Muaz Muhammad, Janjua Zaffar Haider, Loughran Roisin, St John Lynch Niamh

Abstract:

  Medical device adverse event reporting systems, such as Manufacturer and User Facility Device Experience (MAUDE) database from the Food and Drug Administration (FDA), play a critical role in post-market surveillance and patient safety monitoring. However, the accurate assignment of standardized Adverse Event Terminology (AET) codes, particularly the globally harmonized International Medical Device Regulators Forum (IMDRF) codes, remains a labour-intensive task prone to variability in human judgment. This study presents a Large Language Model (LLM)-guided LLM-agreement filtering methodology for creating a high-confidence benchmark dataset from MAUDE records.
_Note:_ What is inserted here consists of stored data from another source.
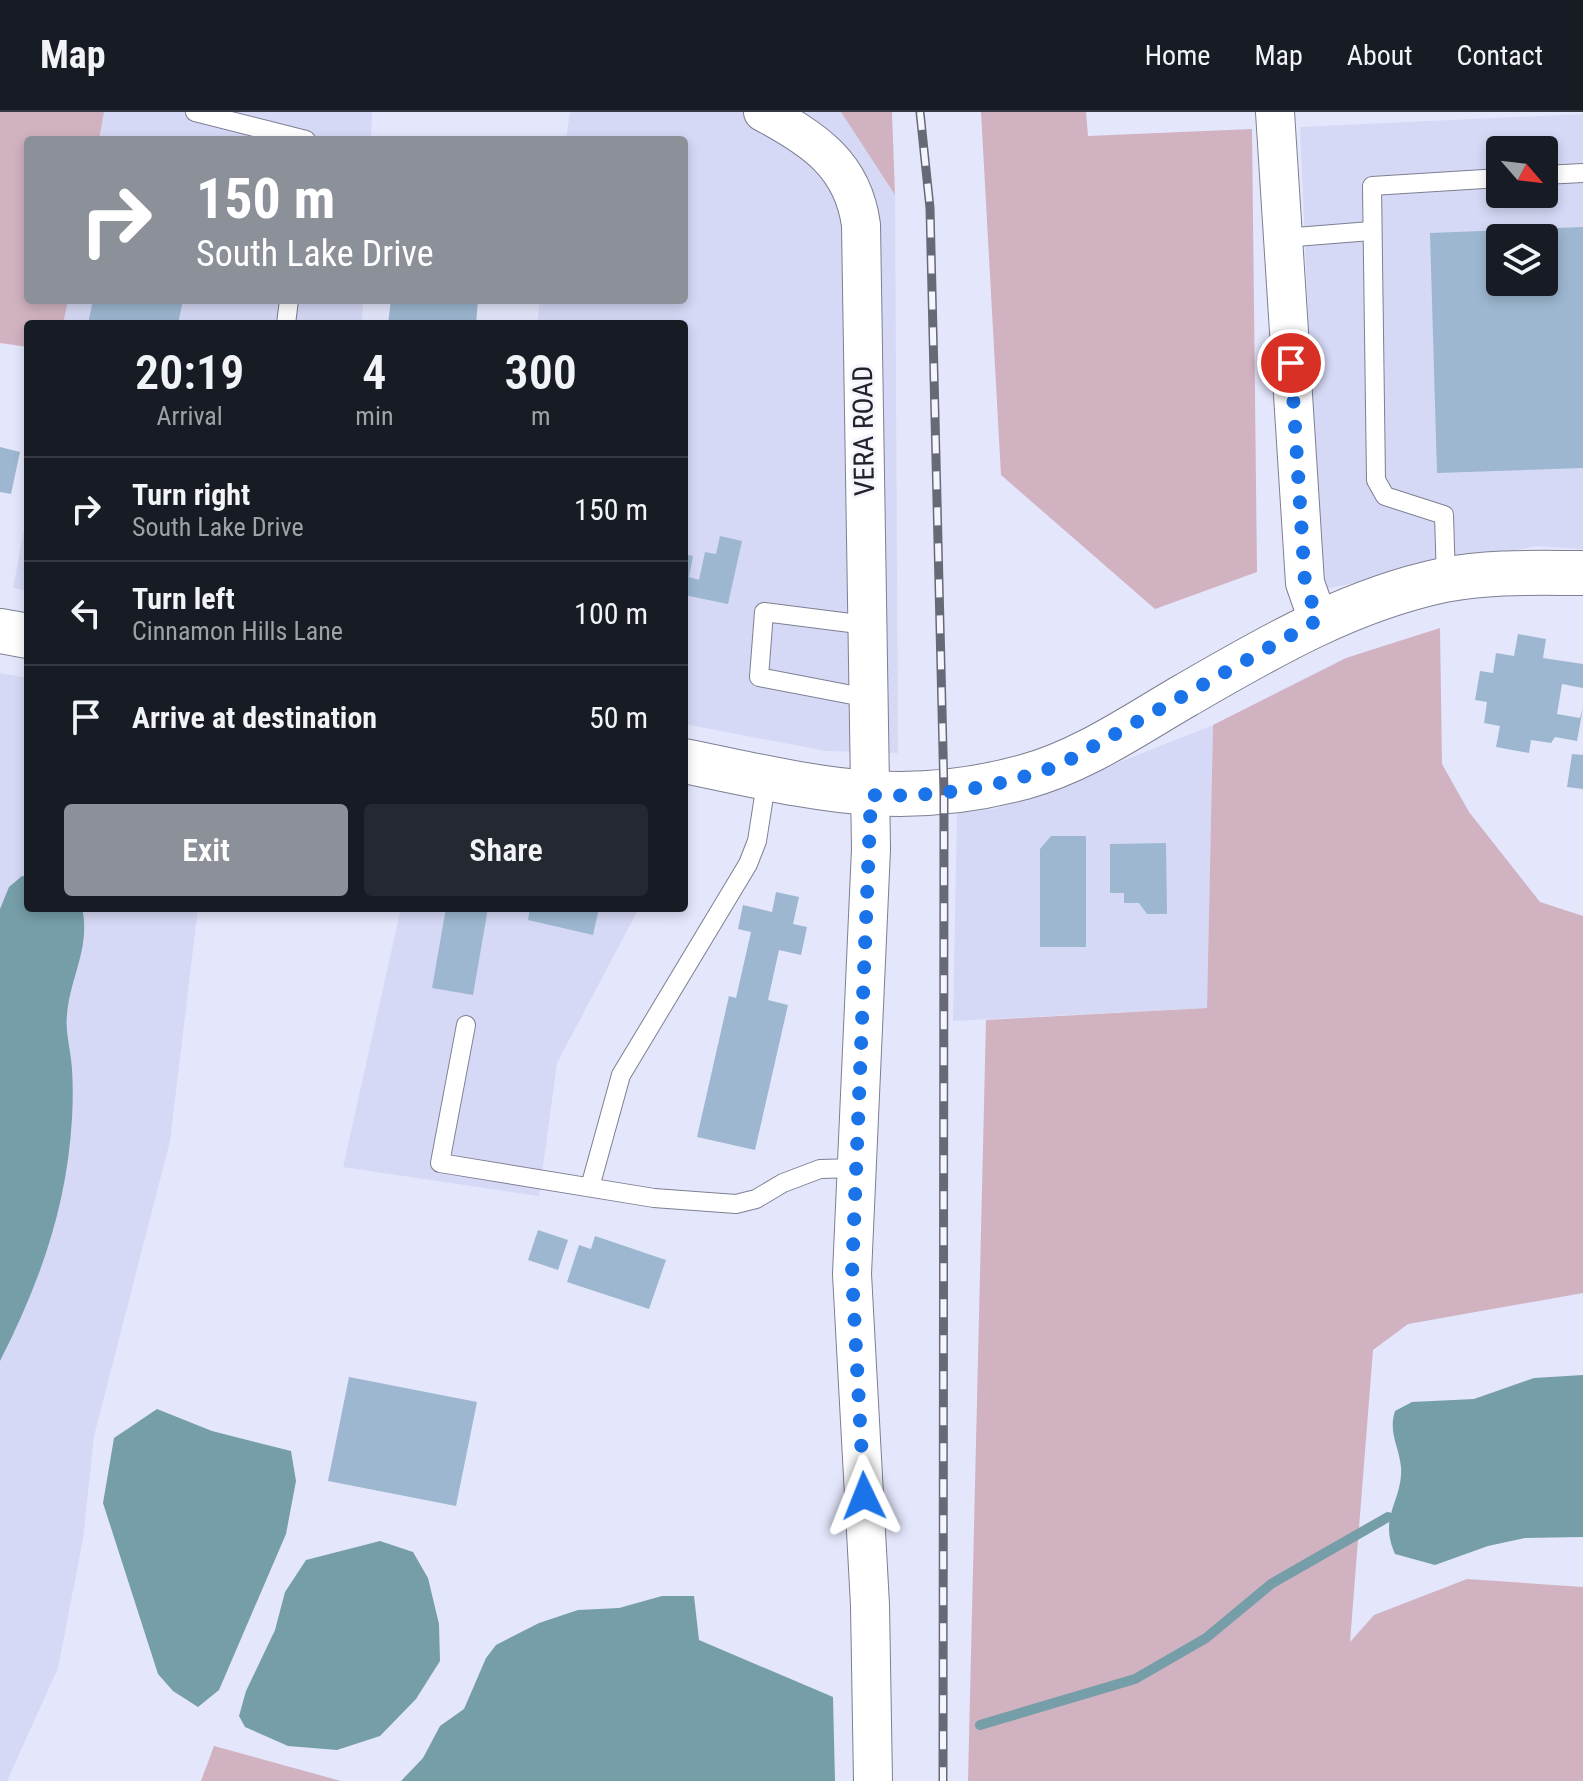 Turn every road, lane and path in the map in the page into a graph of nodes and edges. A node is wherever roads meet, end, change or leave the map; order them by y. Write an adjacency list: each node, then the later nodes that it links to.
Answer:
1 (195, 112): 4 (lane)
2 (763, 112): 13 (street, VERA ROAD)
3 (1275, 112): 9 (street)
4 (290, 136)
5 (1583, 173): 6 (lane)
6 (1558, 174)
7 (1486, 179): 8 (lane)
8 (1371, 231): 9 (lane); 11 (lane)
9 (1283, 238): 12 (street)
10 (1583, 573): 11 (main road)
11 (1446, 580): 12 (main road)
12 (1318, 620): 19 (main road)
13 (866, 625): 16 (street, VERA ROAD); 16 (lane)
14 (0, 631): 15 (main road)
15 (24, 635)
16 (868, 698): 19 (street, VERA ROAD)
17 (688, 762): 18 (main road)
18 (767, 777): 19 (main road); 22 (lane)
19 (871, 795): 21 (street, VERA ROAD)
20 (466, 1025): 22 (lane)
21 (857, 1168): 22 (lane); 23 (street, VERA ROAD)
22 (590, 1187)
23 (873, 1781)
By requiring agreement between human-annotated IMDRF codes and predictions from state-of-the-art LLMs at Level 2 hierarchical granularity, a low-ambiguity subset of 1,728 device problem records and 1,224 health effect records from an initial pool of 10,000 adverse events is established. The approach aligns the entire data pre-processing pipeline with ISO/IEC 5338:2023 AI data engineering principles, implementing modular Agent Skills that lays foundation for reproducibility, traceability, and quality assurance. Moreover, the open-source GPT-OSS-120B reasoning model is evaluated on this curated dataset, revealing significant challenges in cross-model alignment: the model achieves only 59.49% consensus at Level 1 for device problems and drops to 23.04% at Level 3, highlighting the difficulty of reconciling diverse textual inputs with rigid regulatory terminologies in long-context scenarios. These findings underscore the need for specialized NLP workflows beyond simple zero-shot prompting and establish a rigorous benchmark for future automated adverse event coding research.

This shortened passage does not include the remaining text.